British Airways and Spain’s Iberia are in talks to create the world’s third-largest airline and inject some “long-overdue” consolidation in the industry, in the words of BA CEO Willie Walsh.
Where would a combined BA-Iberia leave American Airlines, which was in talks to form a transatlantic alliance with the two airlines? Would a BA-Iberia merger scuttle American’s chances at an alliance?
The argument for forming an alliance and seeking an antitrust waiver was that the “Open Skies” agreement — which frees up restrictions on carriers flying between the United States and Europe — is set to increase transatlantic competition among airlines. That’s a harder pitch to sell if a BA/Iberian merger, creating Europe’s largest airline, shrinks the number of major players in the market.
Getting regulatory approval for the alliance was uncertain to begin with.
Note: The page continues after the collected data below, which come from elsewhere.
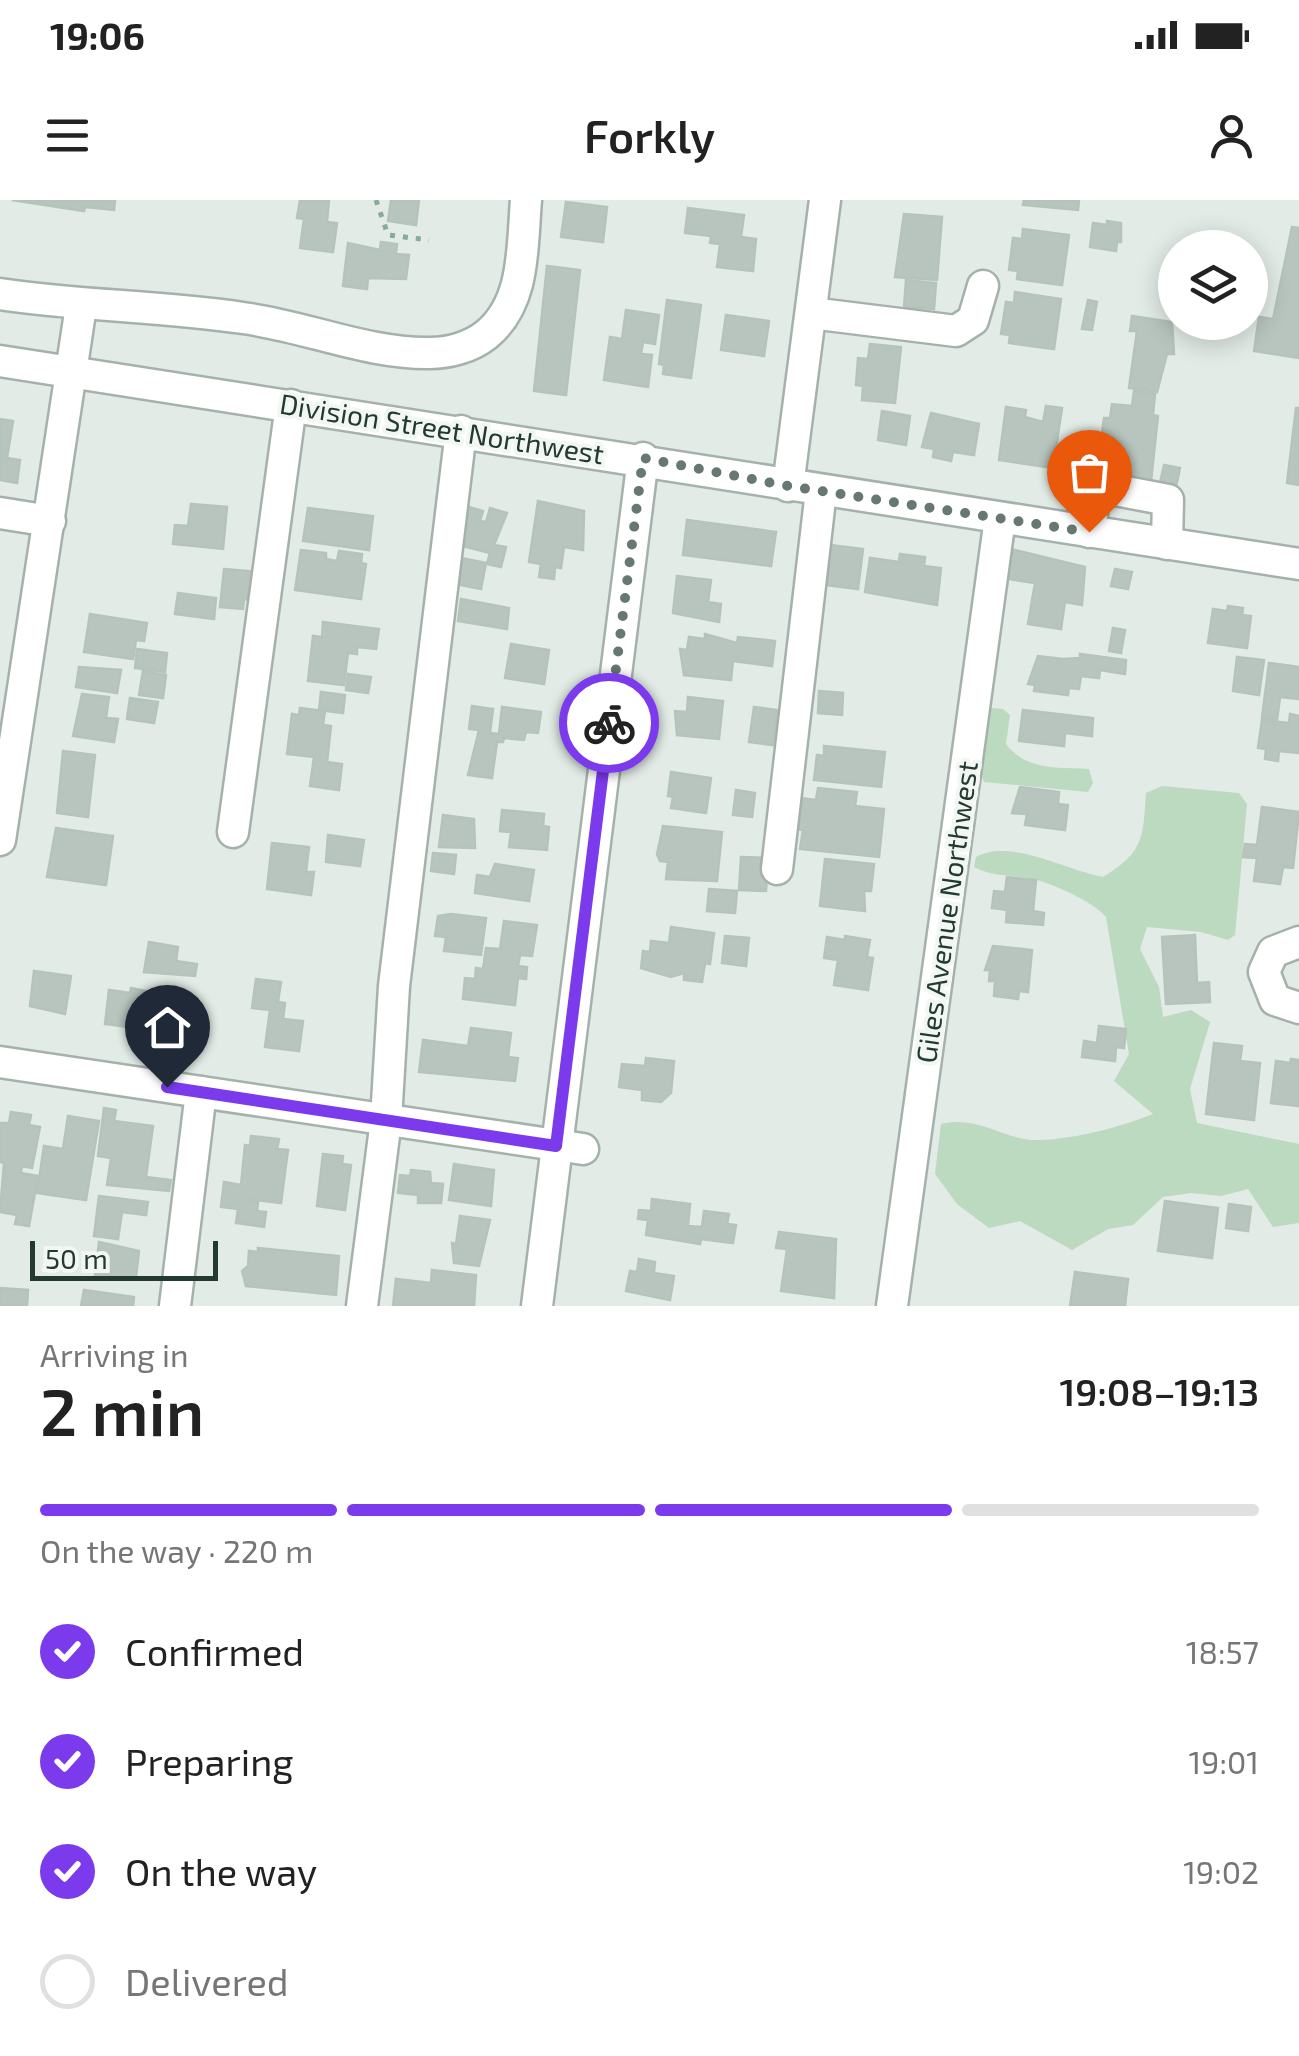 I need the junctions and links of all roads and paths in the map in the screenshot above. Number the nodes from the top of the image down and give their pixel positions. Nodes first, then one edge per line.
1 (376, 200) edge
2 (526, 200) edge
3 (825, 200) edge
4 (429, 240) dead end
5 (983, 286) dead end
6 (0, 294) edge
7 (81, 306) junction
8 (810, 313) junction
9 (0, 361) edge
10 (74, 371) junction
11 (291, 405) junction
12 (462, 431) junction
13 (643, 458) junction
14 (788, 486) junction
15 (821, 491) junction
16 (0, 513) edge
17 (1000, 518) junction
18 (50, 521) junction
19 (1089, 532) junction
20 (1167, 544) junction
21 (1299, 564) edge
22 (11, 686) edge
23 (233, 832) dead end
24 (0, 840) edge
25 (777, 868) dead end
26 (1299, 942) edge
27 (1299, 1008) edge
28 (0, 1062) edge
29 (200, 1092) junction
30 (386, 1120) junction
31 (570, 1148) junction
32 (175, 1306) edge
33 (362, 1306) edge
34 (537, 1306) edge
35 (892, 1306) edge

1 - 4 path
2 - 7 street
3 - 8 street
5 - 8 street
6 - 7 street
7 - 10 street
8 - 14 street
9 - 10 street, Division Street Northwest
10 - 11 street, Division Street Northwest
10 - 18 street
11 - 12 street, Division Street Northwest
11 - 23 street
12 - 13 street, Division Street Northwest
12 - 30 street
13 - 14 street, Division Street Northwest
13 - 31 street
14 - 15 street, Division Street Northwest
15 - 17 street, Division Street Northwest
15 - 25 street
16 - 18 street
17 - 19 street, Division Street Northwest
17 - 35 street, Giles Avenue Northwest
18 - 22 street
19 - 20 street, Division Street Northwest
19 - 20 street
20 - 21 street, Division Street Northwest
22 - 24 street
26 - 27 street
28 - 29 street
29 - 30 street
29 - 32 street
30 - 31 street
30 - 33 street
31 - 34 street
An immunized alliance between American, the largest U.S. airline, BA, Europe’s third-largest carrier, and Iberia, Spain’s largest airline and the biggest operator of flights to Latin American player, would create the most extensive network between Europe and the Americas.
To make things even more complicated, British Airways has 40 percent of takeoff and landing slots at Heathrow, by far the largest share of any airline. In 2006, BA and American held over half the capacity between Southeast England and the United States between them.